Privacy isn't an afterthought here-it’s baked into the core. Leaving a home assistant open to eavesdropping is simply not an option, which is why the entire voice streaming pipeline is end-to-end encrypted. All traffic between your local controller and the model runs over a secure WSS/TLS channel, authenticated via a unique device key that also serves as your hardware identifier. From your user dashboard, you have total control to instantly revoke or suspend any key (and by extension, the device itself).

The local voice-assistant agent operates in a strict "privacy-first" sandbox. It doesn't snoop around your local network or harvest metadata. Outbound traffic is locked down to exactly two endpoints (voice-assistant.io and pr.voice-assistant.io). This makes it trivially easy to isolate the device behind a strict firewall and whitelist only what's absolutely necessary.


The Elephant in the Room: Proxy Dependency

It’s no secret that this is a sore subject for the self-hosted crowd. Yes, there is a reliance on a central proxy, but realistically, it’s no different than relying directly on the Google Live API. We live in an AI-driven world, and right now, the heavy lifting still happens in the cloud.


Under the Hood: What the proxy actually does

  • Terminates WSS connections: Handles the secure WebSocket feed from your hardware.

  • Validates auth: Checks your device key against the dashboard registry.

  • Decompresses audio: This is the proxy's primary reason for existing—squashing bandwidth down to a lean 70–80 kbps.

  • Routes payloads: Proxies the audio stream alongside service messages and function calls. Crucially, your actual command payloads aren't sent to the model—only the function names, parameters, and descriptions make the round trip.

  • Tracks tokens: Keeps a real-time tally to ensure you don't blow past your budget limits.

  • Runs local VAD: Uses a lightweight Microsoft AI model for Voice Activity Detection before hitting the LLM. Dropping dead silence and background mic noise saves a massive amount of tokens and drastically cuts your running costs.

  • Resamples audio: The LLM expects 16 kHz input but spits out 24 kHz output. The proxy normalizes both streams to 16 kHz, taking the processing load off your local microcontroller.

  • Masks your identity: Routes all requests through a single master account, acting as a privacy shield between you and Google.


What the proxy DOESN'T do

  • No logging: It does not record or transcribe your voice prompts or AI responses. This isn't implemented and never will be.

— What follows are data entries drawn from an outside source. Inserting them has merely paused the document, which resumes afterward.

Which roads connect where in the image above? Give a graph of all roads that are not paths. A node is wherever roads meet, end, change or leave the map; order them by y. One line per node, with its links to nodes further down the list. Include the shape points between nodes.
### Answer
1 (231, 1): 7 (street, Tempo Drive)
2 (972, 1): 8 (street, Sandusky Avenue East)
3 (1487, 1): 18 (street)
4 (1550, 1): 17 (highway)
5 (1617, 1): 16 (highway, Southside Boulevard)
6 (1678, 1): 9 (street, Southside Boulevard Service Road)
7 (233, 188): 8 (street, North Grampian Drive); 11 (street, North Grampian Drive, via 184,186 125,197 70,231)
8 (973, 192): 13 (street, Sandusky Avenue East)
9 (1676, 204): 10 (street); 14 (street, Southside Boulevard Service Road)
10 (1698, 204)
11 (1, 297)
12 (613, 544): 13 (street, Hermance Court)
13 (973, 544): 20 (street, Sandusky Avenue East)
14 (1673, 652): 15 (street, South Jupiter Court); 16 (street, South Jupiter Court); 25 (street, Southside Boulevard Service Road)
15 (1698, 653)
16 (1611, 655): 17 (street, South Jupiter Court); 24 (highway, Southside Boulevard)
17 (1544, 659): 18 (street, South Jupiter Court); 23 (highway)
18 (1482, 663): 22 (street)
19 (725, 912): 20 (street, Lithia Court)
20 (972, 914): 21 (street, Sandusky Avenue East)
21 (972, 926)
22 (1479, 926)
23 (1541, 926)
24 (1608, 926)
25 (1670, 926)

  • No third-party sharing: Your data stays yours.

  • No tracking: Zero sneaky fingerprinting, telemetry harvesting, or "phoning home."

  • No payment data storage: We don't ask for your phone number or hoard credit card info. Billing is handled securely off-site via Stripe.

  • No surprise charges: We don't auto-charge your card directly. You manage a prepaid balance. While slightly more manual, it guarantees absolute peace of mind—we hold zero billing data to compromise. (You can, however, check a box to let your subscription auto-renew directly from those pre-paid funds).

Frequently Asked Questions

Is it possible to wipe all traces of my activity from your system? Yes. Delete your account, and your data goes with it. All of it. No soft-deletes.

Can I run this without going through the proxy? Yep. DEV mode lets you connect directly to the model's API. You still use the dashboard editor to tweak your functionSet for now, but I’m actively working on a way to let you host your functionSet locally and cut the cord from the proxy entirely. Keep in mind: going proxy-free means losing audio compression, pre-model VAD, and token protection. But for local debugging, it’s highly viable.

Can I get access to the voice-assistant source code? That’s a tough one, and I don’t have a definitive answer just yet. I haven't made a final call on the licensing model because I want to protect the project from low-effort cloning right out of the gate. That being said, I’m very open to collaborating with serious contributors—feel free to reach out.